Feeling and Emotion.--When we speak of sympathy we sometimes mean to indicate a definite feeling which has many of the characteristics of emotion, and sometimes we refer simply to a sentiment, to a general attitude of mind. The same ambiguity attaches to our use of the opposite condition, i. e., antipathy, and to many other so-called feelings, e. g., pride, humility, love, and hate. The moral feeling of obligation, or the feeling of conscience, affords a further instance of an emotional psychosis. The feeling of dependence, which plays so essential a part in religious phenomena, the feelings of reverence and of faith, all have at times an emotional colouring which cannot be questioned.

The aesthetic consciousness offers repeated instances of feelings which are tinged with emotion, although it must be frankly confessed that much which masquerades as aesthetic


(338) appreciation is, even when sincere, far too cold-blooded, far too strictly intellectual, to lay any claim to an emotional character. The orchestral rendition of a Mendelssohn symphony may fill us with the most genuine and delightful emotion, it may interest us merely as a superlative achievement of technique, or it may, frankly, bore us. Evidently its claim to the production of a positive and unmistakable emotion will depend, in part at least, on such circumstances as our mood and our musical development. But it must not be supposed that intellectual activities are, as such, necessarily devoid of all emotional context. We already know that they may possess marked affective tone. The experience of wonder is often a genuinely emotional one and it is distinctively an emotion belonging to cognitive processes. Belief, too, is often a distinctly emotional experience. Yet belief is essentially a judging process with a complicated development and an intimate dependence upon volition.

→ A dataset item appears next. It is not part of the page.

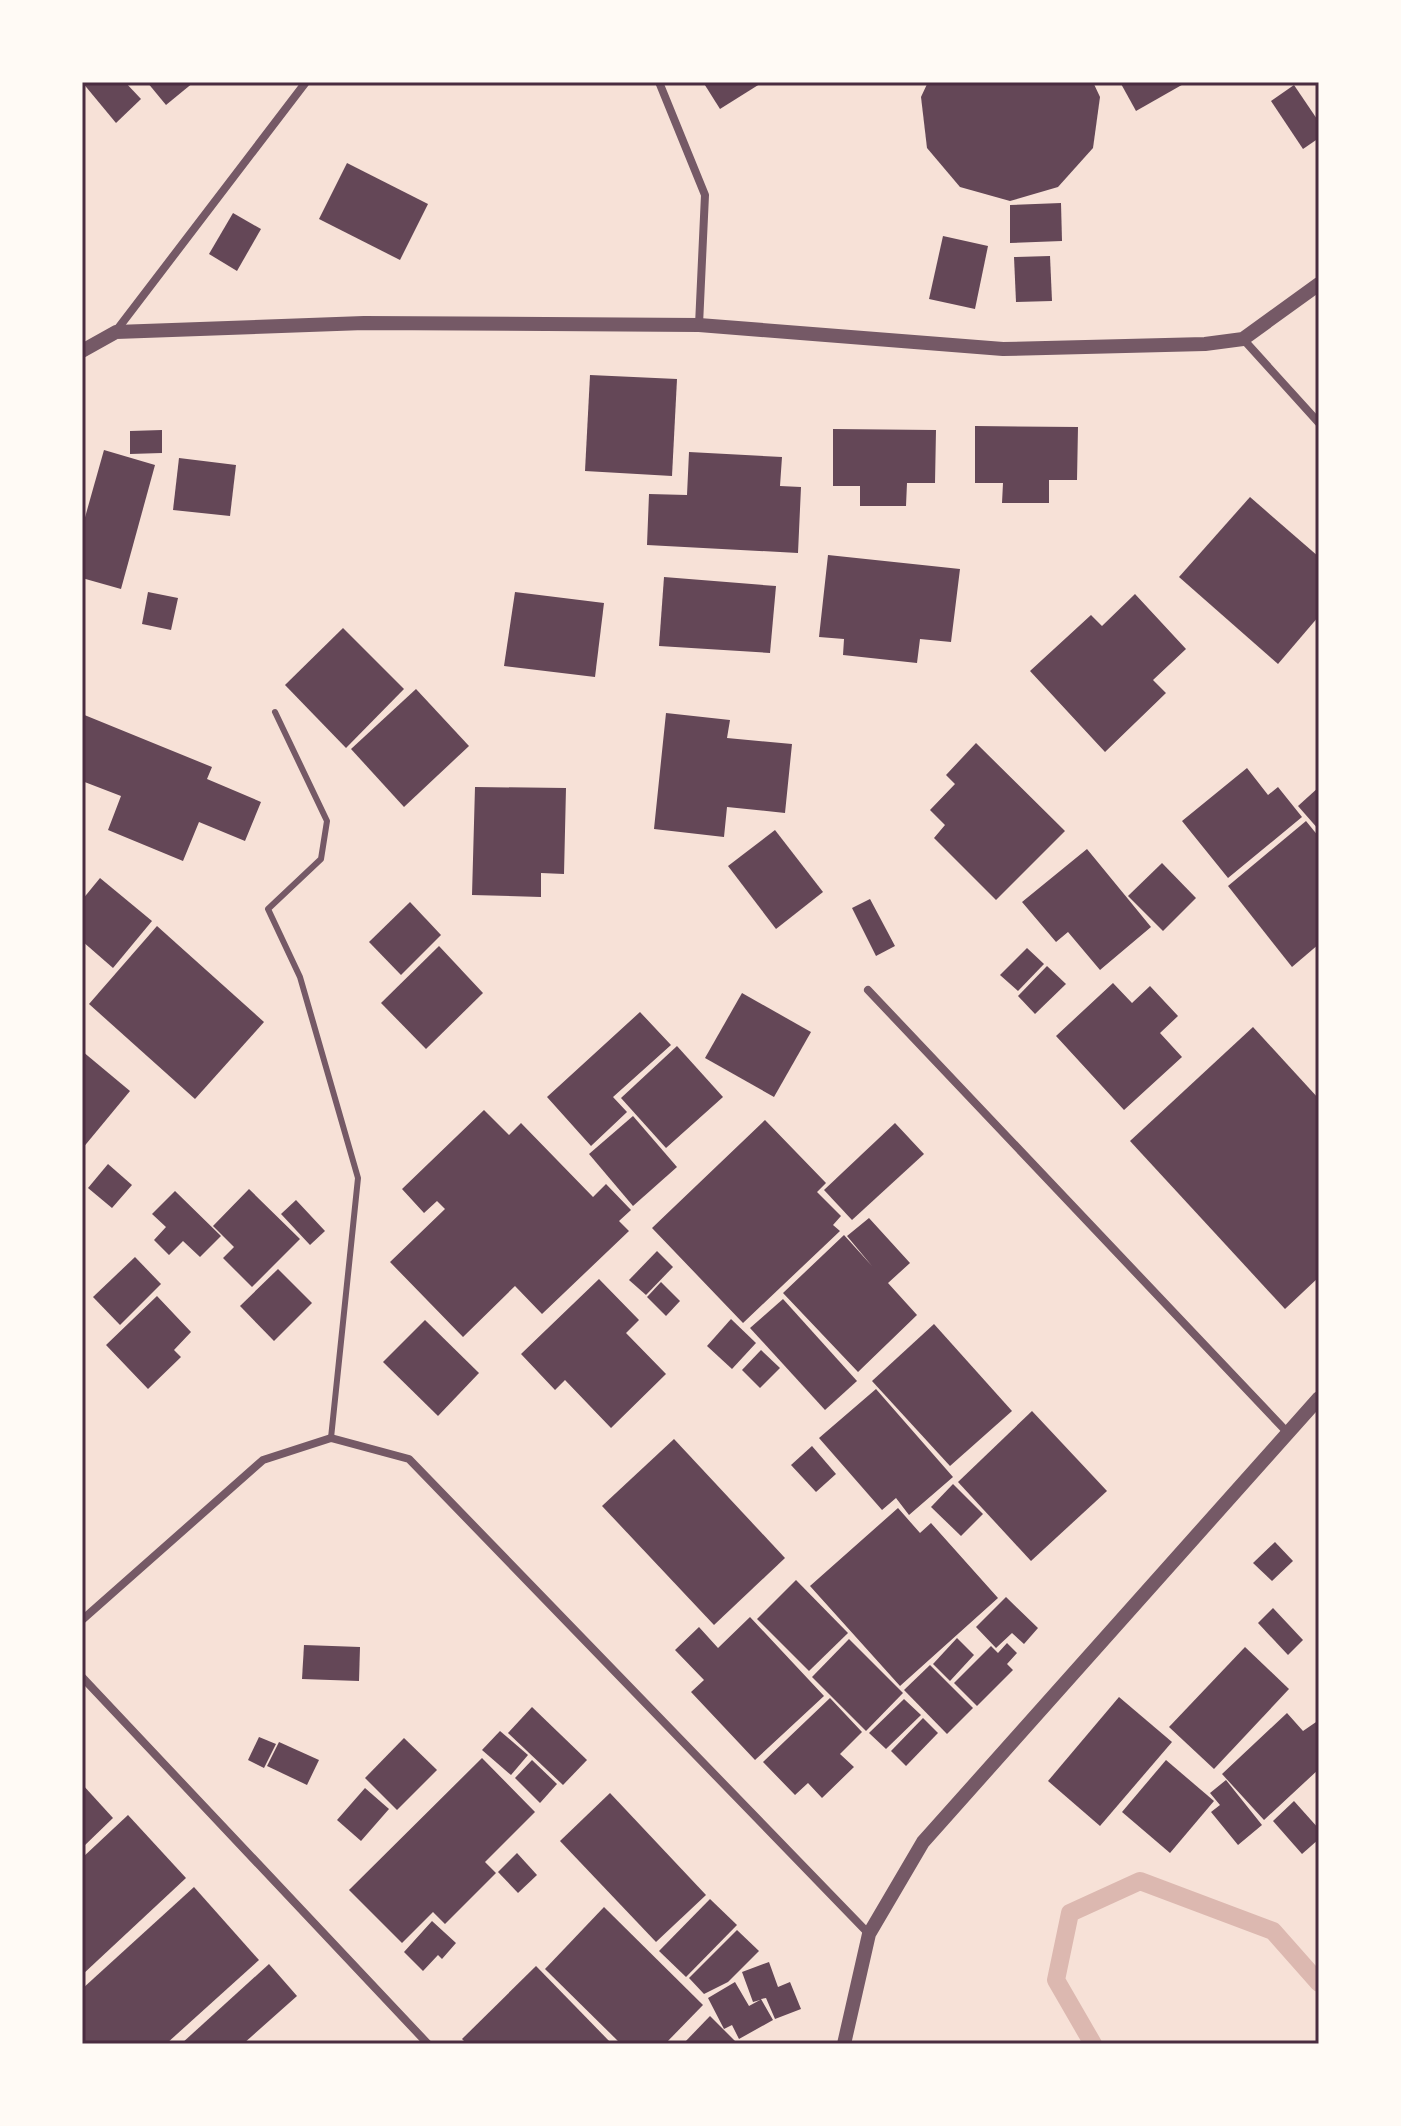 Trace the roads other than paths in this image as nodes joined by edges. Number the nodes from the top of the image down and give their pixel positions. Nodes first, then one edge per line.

The fact of the matter is that such forms of mental life as these which we have just been mentioning are astoundingly elaborate products of our developing consciousness, and although we find evidences here and there in them of native emotional reactions, they are, in our adult life, anyhow, inextricably intertwined with the results of previous personal experience. This makes it impossible to regard them merely as emotions of the purely hereditary type to which the earlier analysis in this chapter has been mainly devoted. But despite this qualification, we see at once whence it is that they get their astonishing impulsive power over us. However small the seed, there can be no doubt that each of these feelings, for which our language has so complex a system of titles, contains within itself the hereditary racial tendencies which constitute and explain the imperiousness of emotion. The truth of this assertion is confirmed by the essentially social character of the most important of these feelings. The social nature of ethical feeling hangs together with the necessarily


(339) social character of righteousness. The religious feelings are not less social, so far as they may be conveniently distinguished from the moral feelings. But they find their application in a social order which transcends in part at least the imperfections of life as we know it here. The aesthetic feelings might appear to be purely personal. But a further study discloses the fact that the social element is fundamental here, too. This is, of course, exactly what we should expect of any conscious process which betrays an emotional cast, for the emotions reflect racial habits, and these must inevitably have a social basis.